By Reason Razao
Economist Gift Mugano has laid into the country’s fiscal and monetary authorities, saying their policies and measures are counter-productive while predicting that annual inflation will be 400% with the exchange rate likely hitting ZW$1500 per USD by June.
The Zimbabwe dollar is currently trading at ZWD$1,100 to the USD on the black market while annual inflation was also the highest in the world at 255% in November last year.
Mugano, who was responding to claims by the Reserve Bank of Zimbabwe (RBZ) governor John Mangudya, that the country’s de-dollarisation was on course, said the central bank needed to tone down on some of the policies instituted in 2022.
At the height of currency volatility last year, the RBZ raised the interest rate to 200%, the highest in the world.
“In view of the foregoing, the outlook remains dire. I am still convinced that the following remains our economic outlook by June 2023; annual inflation 400% and exchange rate ZW$1500/US$1,” said Mugano.
According to the economist, the main drivers of dollarisation, among others, included chronic inflation, the 200 percent interest rate and excess liquidity caused by treasury.
“On the contrary, we have deepened dollarisation. The main drivers of dollarisation are chronic inflation, 200% interest rate, excess liquidity caused by Treasury and domestic export retention as well as high export retention.
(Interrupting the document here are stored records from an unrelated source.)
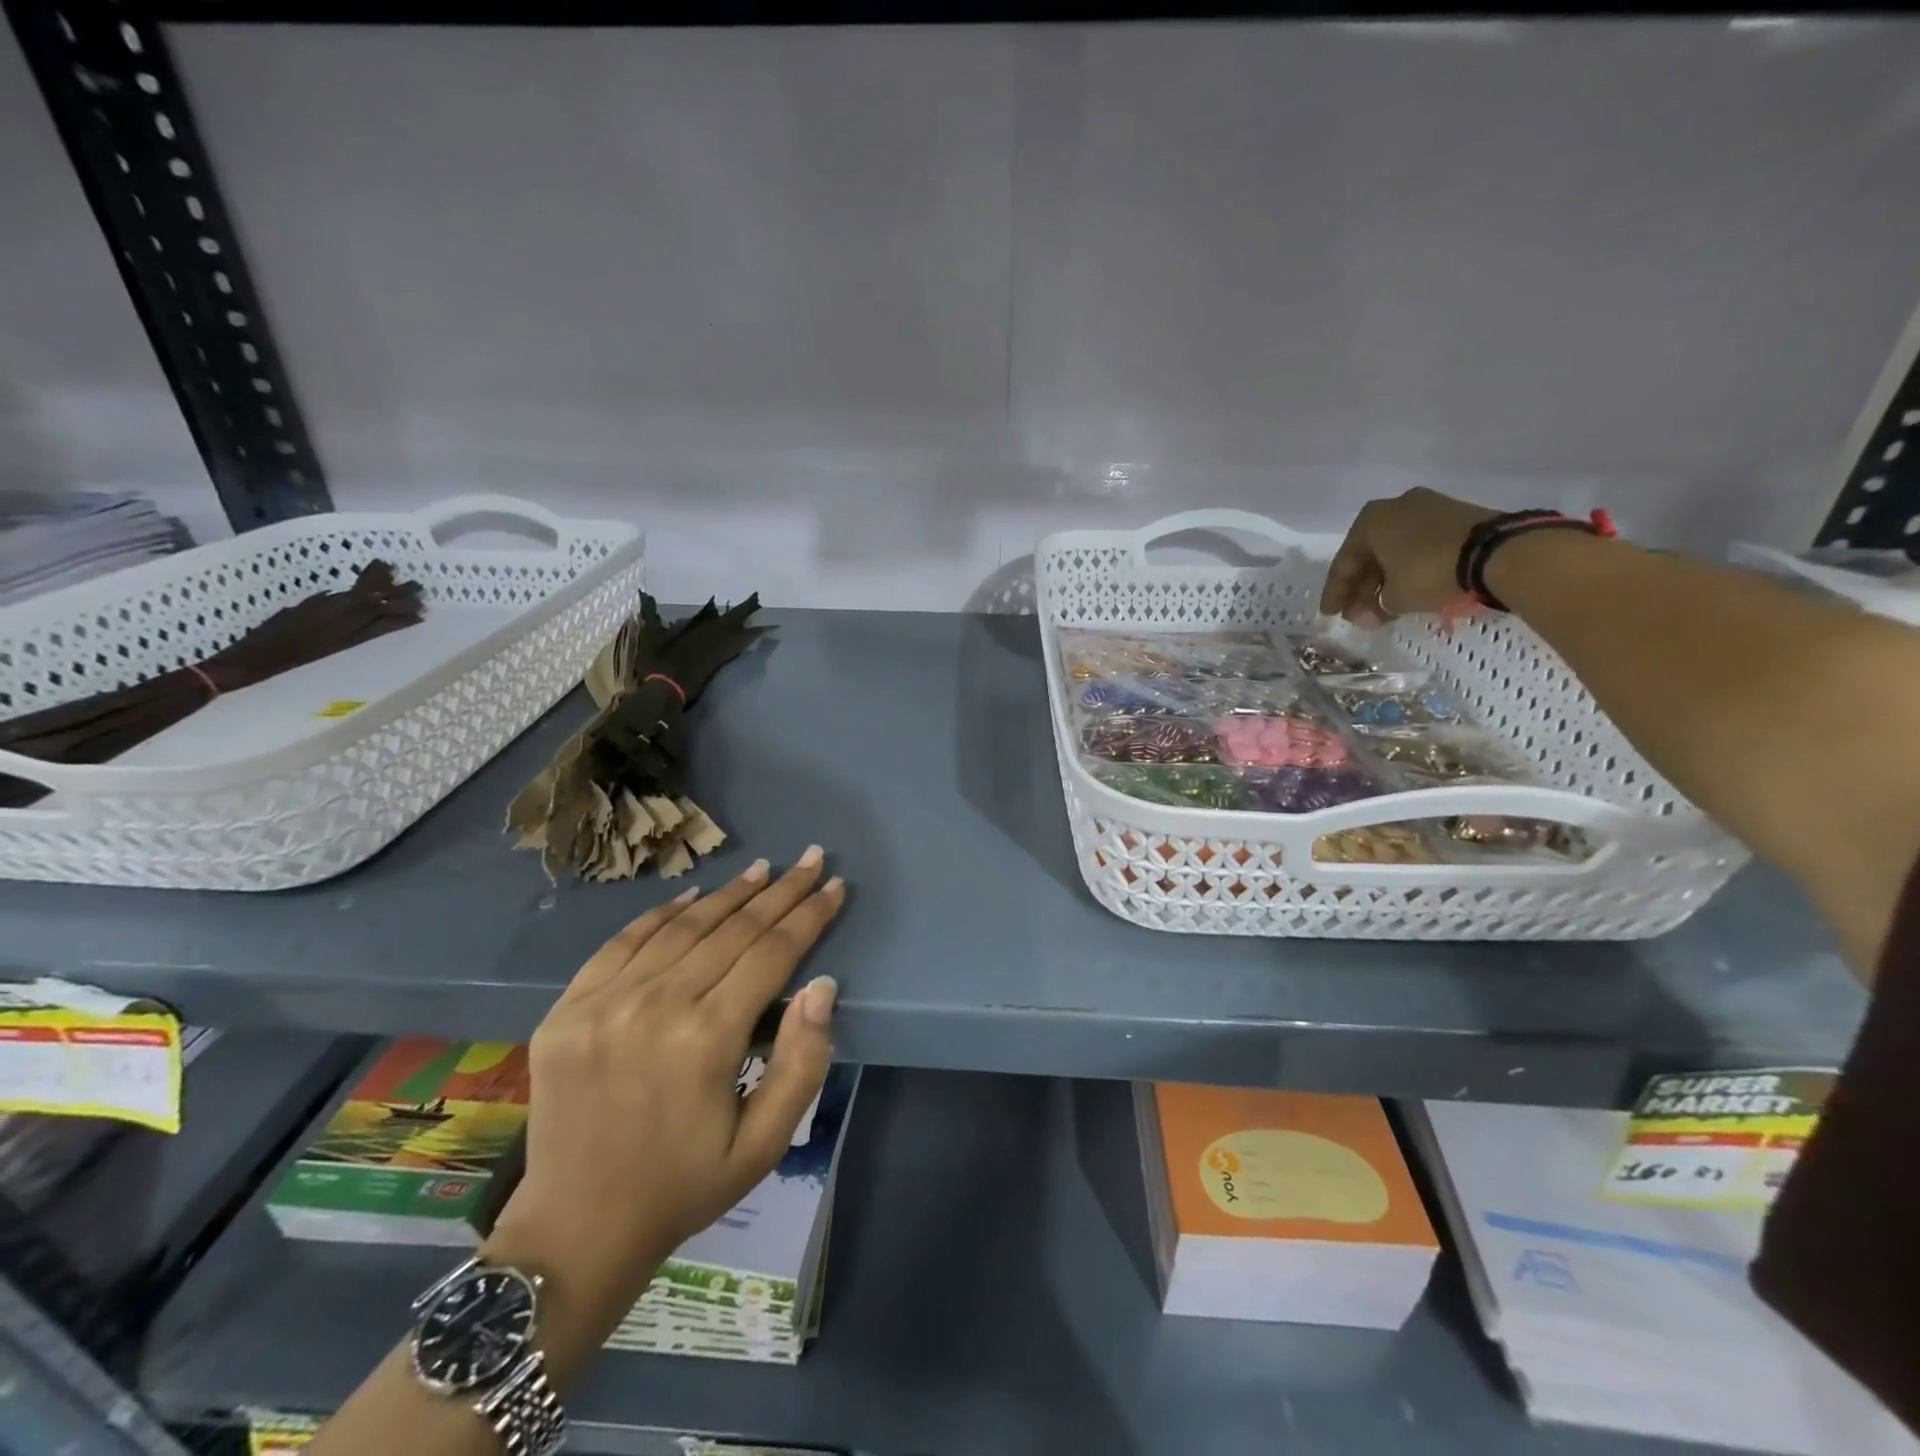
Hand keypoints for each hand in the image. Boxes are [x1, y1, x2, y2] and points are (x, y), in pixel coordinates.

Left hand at [487, 851, 844, 1314]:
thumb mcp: (765, 1143)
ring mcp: (604, 1002)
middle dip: (780, 891)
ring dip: (728, 894)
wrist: (575, 1230)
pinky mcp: (568, 1008)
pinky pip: (623, 942)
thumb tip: (823, 986)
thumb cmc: (685, 1186)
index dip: (809, 916)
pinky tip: (692, 897)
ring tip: (762, 869)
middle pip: (733, 930)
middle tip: (809, 859)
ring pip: (682, 926)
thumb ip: (802, 1062)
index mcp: (706, 1039)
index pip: (772, 954)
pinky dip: (662, 914)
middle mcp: (656, 1006)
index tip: (835, 886)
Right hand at [1318, 487, 1498, 625]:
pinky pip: (1420, 547)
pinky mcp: (1457, 517)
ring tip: (1382, 608)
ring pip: (1395, 551)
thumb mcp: (1394, 597)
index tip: (1330, 615)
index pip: (1344, 562)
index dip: (1335, 593)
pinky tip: (1407, 591)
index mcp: (1371, 519)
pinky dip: (1409, 569)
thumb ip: (1374, 607)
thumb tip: (1366, 617)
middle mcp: (1396, 507)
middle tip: (1356, 615)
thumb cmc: (1429, 571)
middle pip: (1370, 554)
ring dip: (1385, 580)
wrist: (1498, 553)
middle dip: (1362, 588)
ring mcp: (1429, 509)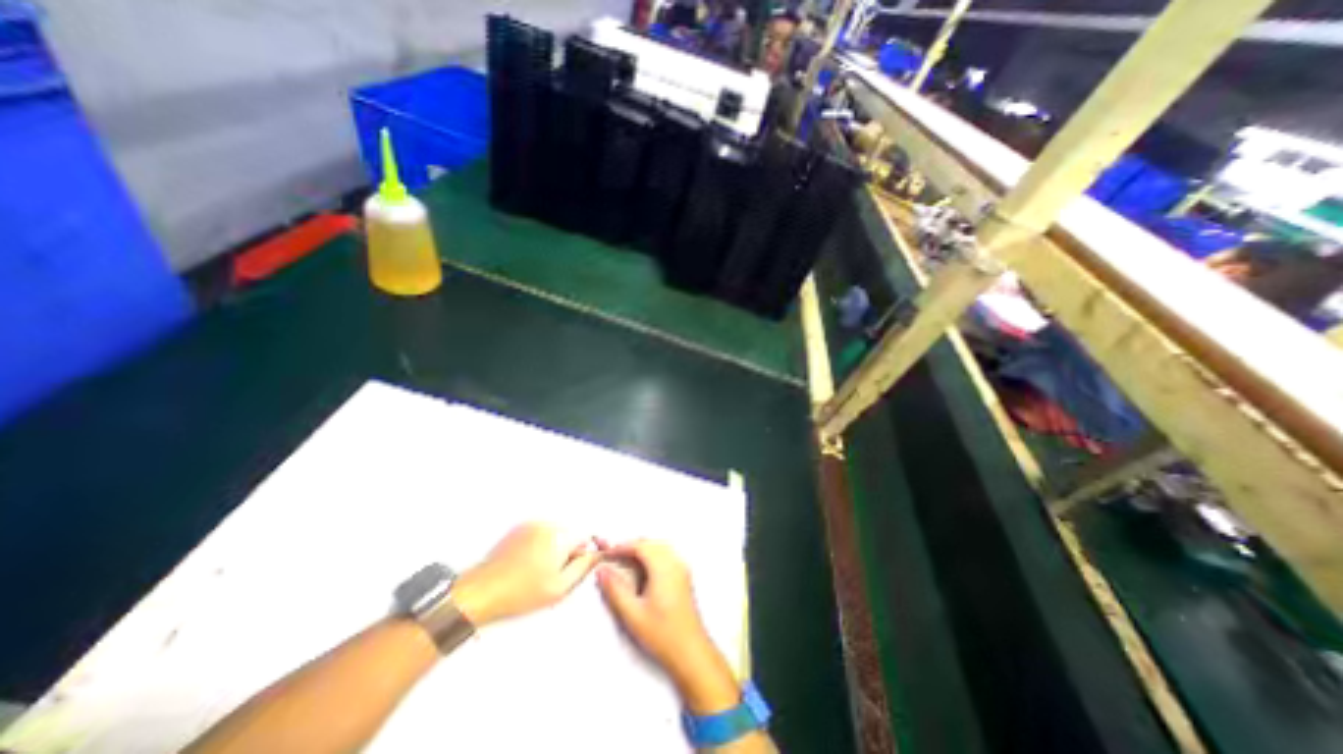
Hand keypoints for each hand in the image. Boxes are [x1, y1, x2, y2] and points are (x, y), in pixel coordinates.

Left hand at [450, 522, 596, 628]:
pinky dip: (537, 547)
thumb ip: (583, 568)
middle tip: (550, 576)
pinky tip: (524, 565)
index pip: (585, 538)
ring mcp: (531, 524)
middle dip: (565, 552)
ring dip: (551, 549)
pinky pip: (538, 534)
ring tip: (534, 572)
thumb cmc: (519, 593)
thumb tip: (596, 554)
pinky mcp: (518, 528)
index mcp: (559, 536)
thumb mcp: (559, 588)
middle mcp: (547, 524)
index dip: (580, 556)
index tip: (571, 571)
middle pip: (569, 535)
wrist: (480, 593)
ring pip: (554, 535)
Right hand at [599, 538, 738, 709]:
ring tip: (625, 562)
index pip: (641, 546)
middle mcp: (675, 562)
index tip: (607, 553)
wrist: (691, 652)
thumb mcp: (633, 614)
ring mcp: (682, 568)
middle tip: (614, 556)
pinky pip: (666, 555)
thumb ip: (615, 590)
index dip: (622, 546)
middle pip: (651, 543)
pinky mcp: (684, 576)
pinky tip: (643, 570)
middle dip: (632, 546)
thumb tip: (601, 570)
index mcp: (663, 568)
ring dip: (642, 549)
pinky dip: (652, 555)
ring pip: (659, 547)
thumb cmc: (661, 634)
“With a 200% interest rate, businesses have switched to USD loans since it has virtually become impossible to pay back loans four fold,” said the economist.
“The 20% domestic export retention and 40% export retention compels RBZ to print ZWL in exchange for the 20% domestic deposits and 40 percent export receipts.
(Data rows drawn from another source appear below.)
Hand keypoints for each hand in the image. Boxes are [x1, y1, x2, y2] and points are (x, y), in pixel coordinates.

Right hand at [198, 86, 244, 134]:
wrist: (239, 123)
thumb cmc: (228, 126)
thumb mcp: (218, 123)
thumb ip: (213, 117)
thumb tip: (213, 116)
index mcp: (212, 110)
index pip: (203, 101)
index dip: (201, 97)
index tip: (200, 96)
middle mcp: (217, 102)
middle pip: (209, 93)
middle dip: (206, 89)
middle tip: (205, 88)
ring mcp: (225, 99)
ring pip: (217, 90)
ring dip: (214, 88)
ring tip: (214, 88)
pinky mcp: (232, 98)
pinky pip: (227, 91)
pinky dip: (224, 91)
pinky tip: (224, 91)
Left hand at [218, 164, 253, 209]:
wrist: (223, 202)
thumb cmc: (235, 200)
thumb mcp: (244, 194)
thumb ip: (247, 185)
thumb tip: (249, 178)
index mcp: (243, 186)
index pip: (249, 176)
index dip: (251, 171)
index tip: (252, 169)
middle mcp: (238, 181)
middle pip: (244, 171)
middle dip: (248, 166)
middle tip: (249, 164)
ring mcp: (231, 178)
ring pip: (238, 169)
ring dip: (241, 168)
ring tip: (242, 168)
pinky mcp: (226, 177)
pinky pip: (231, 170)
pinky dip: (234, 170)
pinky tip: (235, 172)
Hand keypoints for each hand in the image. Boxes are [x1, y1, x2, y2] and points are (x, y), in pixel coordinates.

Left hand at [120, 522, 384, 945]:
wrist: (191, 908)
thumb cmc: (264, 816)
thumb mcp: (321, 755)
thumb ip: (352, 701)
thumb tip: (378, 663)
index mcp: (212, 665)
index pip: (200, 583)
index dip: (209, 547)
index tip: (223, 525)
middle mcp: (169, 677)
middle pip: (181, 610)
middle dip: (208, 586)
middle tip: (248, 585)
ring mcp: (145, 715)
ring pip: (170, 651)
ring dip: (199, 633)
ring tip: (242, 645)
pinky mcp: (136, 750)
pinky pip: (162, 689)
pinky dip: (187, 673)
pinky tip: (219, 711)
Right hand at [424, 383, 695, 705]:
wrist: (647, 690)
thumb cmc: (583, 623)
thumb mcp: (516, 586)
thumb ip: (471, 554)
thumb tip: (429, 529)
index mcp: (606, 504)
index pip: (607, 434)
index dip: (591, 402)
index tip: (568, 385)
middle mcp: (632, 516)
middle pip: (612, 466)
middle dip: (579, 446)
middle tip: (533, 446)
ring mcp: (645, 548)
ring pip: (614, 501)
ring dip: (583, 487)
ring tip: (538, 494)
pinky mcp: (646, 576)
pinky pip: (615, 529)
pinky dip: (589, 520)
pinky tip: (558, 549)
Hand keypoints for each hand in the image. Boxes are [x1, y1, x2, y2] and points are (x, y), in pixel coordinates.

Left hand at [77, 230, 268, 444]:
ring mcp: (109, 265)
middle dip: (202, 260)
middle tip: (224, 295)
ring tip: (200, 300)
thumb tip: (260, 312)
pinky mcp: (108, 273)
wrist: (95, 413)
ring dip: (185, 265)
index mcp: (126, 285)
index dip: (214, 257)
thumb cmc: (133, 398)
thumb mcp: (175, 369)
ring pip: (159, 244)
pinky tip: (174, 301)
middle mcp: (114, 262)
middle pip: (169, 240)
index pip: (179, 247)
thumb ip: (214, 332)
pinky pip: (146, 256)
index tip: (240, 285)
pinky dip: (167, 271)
“RBZ does not have a budget set aside for this. This drives up money supply. In August and September 2022 money supply rose by $708 bn excess liquidity driven by the treasury.”
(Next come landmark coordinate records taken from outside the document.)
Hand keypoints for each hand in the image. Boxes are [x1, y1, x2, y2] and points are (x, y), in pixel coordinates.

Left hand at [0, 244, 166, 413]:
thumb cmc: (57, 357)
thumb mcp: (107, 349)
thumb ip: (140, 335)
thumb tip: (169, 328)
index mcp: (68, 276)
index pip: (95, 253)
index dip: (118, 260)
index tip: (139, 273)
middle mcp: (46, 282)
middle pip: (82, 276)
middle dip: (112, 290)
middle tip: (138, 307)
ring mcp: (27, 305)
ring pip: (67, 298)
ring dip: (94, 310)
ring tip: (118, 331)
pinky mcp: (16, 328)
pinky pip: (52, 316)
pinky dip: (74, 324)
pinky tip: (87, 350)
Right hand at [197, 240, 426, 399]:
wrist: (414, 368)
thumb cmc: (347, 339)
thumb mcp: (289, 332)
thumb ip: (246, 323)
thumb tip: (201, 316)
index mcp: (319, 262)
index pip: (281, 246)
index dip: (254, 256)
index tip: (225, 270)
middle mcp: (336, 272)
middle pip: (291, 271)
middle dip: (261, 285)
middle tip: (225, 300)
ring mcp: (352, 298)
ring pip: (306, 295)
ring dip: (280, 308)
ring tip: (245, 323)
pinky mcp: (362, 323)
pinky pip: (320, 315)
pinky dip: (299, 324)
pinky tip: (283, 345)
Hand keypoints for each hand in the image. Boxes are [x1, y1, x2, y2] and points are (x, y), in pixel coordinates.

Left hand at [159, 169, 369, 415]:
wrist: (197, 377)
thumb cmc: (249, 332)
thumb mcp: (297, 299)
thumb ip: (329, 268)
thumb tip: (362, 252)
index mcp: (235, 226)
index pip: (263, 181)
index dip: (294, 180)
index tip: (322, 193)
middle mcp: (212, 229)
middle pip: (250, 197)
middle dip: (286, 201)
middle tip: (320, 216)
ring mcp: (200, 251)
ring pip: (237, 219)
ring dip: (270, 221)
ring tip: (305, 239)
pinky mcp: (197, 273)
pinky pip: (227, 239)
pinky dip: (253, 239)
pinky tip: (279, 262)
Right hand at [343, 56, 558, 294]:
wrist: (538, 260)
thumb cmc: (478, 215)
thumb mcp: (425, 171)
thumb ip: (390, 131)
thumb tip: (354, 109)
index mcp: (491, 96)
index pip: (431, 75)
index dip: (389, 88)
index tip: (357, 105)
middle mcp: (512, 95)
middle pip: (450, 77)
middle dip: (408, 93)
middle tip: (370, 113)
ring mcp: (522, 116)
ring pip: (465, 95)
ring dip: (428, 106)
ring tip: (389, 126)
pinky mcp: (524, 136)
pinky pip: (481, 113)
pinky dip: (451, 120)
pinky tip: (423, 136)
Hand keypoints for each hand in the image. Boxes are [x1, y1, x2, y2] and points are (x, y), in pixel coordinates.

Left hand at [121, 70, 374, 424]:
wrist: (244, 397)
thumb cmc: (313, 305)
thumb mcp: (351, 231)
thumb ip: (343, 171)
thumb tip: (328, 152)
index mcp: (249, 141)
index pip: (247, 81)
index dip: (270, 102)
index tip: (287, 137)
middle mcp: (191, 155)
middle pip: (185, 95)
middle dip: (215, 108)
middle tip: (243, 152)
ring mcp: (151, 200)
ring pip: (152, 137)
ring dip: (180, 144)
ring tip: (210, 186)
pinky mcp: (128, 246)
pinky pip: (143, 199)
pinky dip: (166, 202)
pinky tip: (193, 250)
In the last five years, the country’s national budget rose from ZW$8.1 billion [2019 budget] to ZW$4.5 trillion [2023 budget] which amounts to a 55 000% increase and, according to Mugano, this has wreaked havoc as witnessed by massive exchange rate spikes, inflation and loss of ZW$.
“Excessive liquidity driven by treasury – without going far, in December 2022, treasury irresponsibly made last minute payments to Ministries and government departments’ requests thereby putting the rate into disarray. The Treasury could have staggered these payments during the course of the year.”
“Inflation, de-dollarisation can only happen when the country attains single digit inflation and exchange rates are stable. This will cultivate a productive culture which is key to support the local currency. This is missing. We have chronic inflation and volatile exchange rates.”
Further, Mugano said the deepened dollarisation can be seen in the sudden decline of allotment from the RBZ’s auction system.
“The auction system allotment is an interesting one, 2022 imports surged to above US$8.2billion (exceeding 2021 imports by US$1 billion) but the USD allotted to firms declined from US$42 million per week to US$11 million,” he said.
“So imports are increasing but forex given by the RBZ to firms to support imports is falling. It tells you one thing that firms are now relying on their own generated forex from local sales to meet their import requirements. This means that we have deepened dollarisation.”